Дети — Эзра и Церта — испуганно поглядывали на незнакомца, на отца, совершившего ради матери такой замечательный подвиг.

Фельдшер присел на край кровати, взял руку больной, послушал пульс, что-то прошамкал, потом изогнулся, наклонил свое ученое ухо к груди Леи, которая покорно и заблаговременно задрала сорочку.

— Ну? — торопил его хозяин. Эфраиму казалось, будто Браве отдыхает на груди у Леи, касается своим волосатым ухом ее правого соска; каменотес сердился на фельдшера и даже на Лею: чего позволяет этому немцу… Он вдруг подался вперед, чтобы помочь немцу как можно скорее услышать говорок хвори.

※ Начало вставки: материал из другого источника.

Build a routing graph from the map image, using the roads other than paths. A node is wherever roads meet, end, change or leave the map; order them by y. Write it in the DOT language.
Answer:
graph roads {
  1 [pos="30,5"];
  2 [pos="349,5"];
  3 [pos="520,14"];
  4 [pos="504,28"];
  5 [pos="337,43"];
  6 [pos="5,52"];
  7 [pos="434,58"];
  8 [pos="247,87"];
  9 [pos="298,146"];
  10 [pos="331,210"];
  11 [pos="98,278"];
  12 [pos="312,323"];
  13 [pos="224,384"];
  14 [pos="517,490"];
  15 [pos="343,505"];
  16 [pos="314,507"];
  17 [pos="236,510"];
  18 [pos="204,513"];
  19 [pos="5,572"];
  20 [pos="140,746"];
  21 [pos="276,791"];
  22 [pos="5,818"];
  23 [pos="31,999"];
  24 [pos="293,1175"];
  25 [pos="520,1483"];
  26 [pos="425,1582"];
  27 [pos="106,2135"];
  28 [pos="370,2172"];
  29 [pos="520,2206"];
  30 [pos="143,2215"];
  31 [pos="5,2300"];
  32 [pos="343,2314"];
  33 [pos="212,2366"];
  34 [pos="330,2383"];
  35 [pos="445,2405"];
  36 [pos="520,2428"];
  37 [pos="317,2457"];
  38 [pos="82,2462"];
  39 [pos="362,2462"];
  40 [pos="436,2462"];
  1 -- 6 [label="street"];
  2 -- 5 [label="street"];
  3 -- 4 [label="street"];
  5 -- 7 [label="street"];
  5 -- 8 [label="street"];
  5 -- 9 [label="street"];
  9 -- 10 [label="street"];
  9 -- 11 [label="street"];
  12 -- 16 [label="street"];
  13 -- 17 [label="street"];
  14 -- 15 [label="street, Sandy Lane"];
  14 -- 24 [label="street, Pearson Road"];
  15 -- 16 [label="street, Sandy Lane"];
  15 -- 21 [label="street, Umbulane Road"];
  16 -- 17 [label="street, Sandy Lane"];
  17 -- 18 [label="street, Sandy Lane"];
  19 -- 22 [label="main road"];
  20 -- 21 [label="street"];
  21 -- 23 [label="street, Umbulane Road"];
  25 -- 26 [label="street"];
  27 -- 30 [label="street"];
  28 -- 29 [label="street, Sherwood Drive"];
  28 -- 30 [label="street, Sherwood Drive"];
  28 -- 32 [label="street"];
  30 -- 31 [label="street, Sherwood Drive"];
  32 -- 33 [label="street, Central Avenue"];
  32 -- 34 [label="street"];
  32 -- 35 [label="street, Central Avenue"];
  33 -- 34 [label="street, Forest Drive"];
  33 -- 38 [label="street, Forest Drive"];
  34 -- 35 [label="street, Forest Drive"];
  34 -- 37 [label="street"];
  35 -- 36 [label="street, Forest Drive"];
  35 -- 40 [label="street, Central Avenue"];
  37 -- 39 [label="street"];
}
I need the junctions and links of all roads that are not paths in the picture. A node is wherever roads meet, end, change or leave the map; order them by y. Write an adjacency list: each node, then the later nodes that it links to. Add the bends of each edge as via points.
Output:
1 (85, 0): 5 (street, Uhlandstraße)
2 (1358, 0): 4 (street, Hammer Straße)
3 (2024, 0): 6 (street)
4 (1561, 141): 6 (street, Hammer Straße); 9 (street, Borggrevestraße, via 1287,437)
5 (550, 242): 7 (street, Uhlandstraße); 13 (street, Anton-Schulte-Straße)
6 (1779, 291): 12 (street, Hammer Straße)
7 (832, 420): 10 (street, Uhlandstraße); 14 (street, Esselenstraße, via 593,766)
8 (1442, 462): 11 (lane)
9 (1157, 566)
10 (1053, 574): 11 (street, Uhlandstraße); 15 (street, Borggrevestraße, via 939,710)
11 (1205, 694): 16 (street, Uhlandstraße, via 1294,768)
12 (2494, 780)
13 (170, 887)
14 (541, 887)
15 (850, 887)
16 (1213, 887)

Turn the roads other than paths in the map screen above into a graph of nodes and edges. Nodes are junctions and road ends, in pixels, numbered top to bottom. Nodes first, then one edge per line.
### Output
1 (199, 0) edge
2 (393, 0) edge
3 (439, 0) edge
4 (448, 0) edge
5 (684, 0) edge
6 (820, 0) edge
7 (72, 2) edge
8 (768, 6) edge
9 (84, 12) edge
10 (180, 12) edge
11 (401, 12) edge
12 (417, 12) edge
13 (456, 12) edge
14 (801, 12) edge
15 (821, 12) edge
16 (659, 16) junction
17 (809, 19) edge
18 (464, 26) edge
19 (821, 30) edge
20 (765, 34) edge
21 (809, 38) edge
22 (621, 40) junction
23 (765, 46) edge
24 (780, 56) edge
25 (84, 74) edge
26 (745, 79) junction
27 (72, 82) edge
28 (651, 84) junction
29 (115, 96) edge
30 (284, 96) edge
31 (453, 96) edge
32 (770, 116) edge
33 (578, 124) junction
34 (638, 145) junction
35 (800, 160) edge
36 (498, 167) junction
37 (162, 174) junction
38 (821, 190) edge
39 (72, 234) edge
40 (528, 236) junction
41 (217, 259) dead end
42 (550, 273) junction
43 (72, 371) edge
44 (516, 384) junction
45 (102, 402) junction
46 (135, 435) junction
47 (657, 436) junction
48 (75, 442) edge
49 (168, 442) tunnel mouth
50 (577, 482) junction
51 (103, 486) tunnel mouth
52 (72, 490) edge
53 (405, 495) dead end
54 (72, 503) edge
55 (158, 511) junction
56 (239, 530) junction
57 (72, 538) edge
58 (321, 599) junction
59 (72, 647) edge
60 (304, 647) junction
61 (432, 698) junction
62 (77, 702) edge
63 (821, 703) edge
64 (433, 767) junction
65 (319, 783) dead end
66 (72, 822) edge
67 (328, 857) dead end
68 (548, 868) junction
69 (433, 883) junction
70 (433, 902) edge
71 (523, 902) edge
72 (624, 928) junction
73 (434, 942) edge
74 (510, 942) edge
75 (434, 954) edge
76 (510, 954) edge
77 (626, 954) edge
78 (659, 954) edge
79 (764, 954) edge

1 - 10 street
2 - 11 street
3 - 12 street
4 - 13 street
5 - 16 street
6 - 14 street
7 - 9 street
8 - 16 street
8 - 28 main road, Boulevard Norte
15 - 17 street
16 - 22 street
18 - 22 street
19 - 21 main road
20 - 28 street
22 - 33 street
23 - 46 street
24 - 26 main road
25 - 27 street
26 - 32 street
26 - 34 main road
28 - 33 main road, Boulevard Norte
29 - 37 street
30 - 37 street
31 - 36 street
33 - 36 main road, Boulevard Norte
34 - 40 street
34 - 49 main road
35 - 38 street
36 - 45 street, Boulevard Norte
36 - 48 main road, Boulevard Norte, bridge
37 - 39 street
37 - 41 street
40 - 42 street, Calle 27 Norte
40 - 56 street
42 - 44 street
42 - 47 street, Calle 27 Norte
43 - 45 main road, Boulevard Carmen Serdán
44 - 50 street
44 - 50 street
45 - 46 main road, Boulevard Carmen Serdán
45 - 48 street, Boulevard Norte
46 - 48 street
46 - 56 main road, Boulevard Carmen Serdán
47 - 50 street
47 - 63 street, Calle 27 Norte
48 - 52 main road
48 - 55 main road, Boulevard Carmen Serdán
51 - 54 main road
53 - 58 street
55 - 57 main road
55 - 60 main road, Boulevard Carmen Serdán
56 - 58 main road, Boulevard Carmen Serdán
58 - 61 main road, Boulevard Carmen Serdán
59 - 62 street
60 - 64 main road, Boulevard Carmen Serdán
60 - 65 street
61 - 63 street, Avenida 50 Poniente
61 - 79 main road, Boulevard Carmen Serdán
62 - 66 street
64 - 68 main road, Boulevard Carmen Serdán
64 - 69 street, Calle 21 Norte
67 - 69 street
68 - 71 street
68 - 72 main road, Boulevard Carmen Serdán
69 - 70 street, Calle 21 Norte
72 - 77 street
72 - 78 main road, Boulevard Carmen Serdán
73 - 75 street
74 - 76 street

Прослушав легкие Леи, Браве принялся высохшими пальцами мять ее живот — ворох спелой пшеницы, — и Эфраим снова весь вспыхнул от ревности и возмущения. В самом деле — что это Браве ее месит, тискает, дразнит хворь?

Эфраим ждал от фельдшера каких-то слов, он и сам не знал, каких, ну, наверно, таких, какие говорят все доктора: «Поправится… завтра станет лучше…» Но Браве был нем, как гном на елке. Он только чмокал губами, только моргал ресницами, и в этом чмоканье, в этом постоянном моргании Эфраиму чудилось что-то неотвратимое. Силясь отодвинуть угрозу, он потерянно, сорвавшимся голосом издали спросил:

— Что вы там… в груди у нее… услышали?

Но Браве не ответил, и от этого Эфраим расстроился больше, чем от его первых страшных слов.

Он бросился к фельдшеру, взял кружку, наладился было сливать ему, но Браве вытащил из жилета носовой платок и принялся вытирать руки. Эфраим стоял как вкопанный с кружкой в руке, вода из кружки лилась на пол, пол прогибался под его огромными ботинками, но несчастный каменотес ничего не замечал.

Фельдшер долго зашнуровывал Эфраимову обувь. Ботинки каменотеса были велики немцу, но тот, похоже, не огорчился. Лицо его выражало крайнюю степень удовлетворения, сменившего прежнее раздражение и злобу.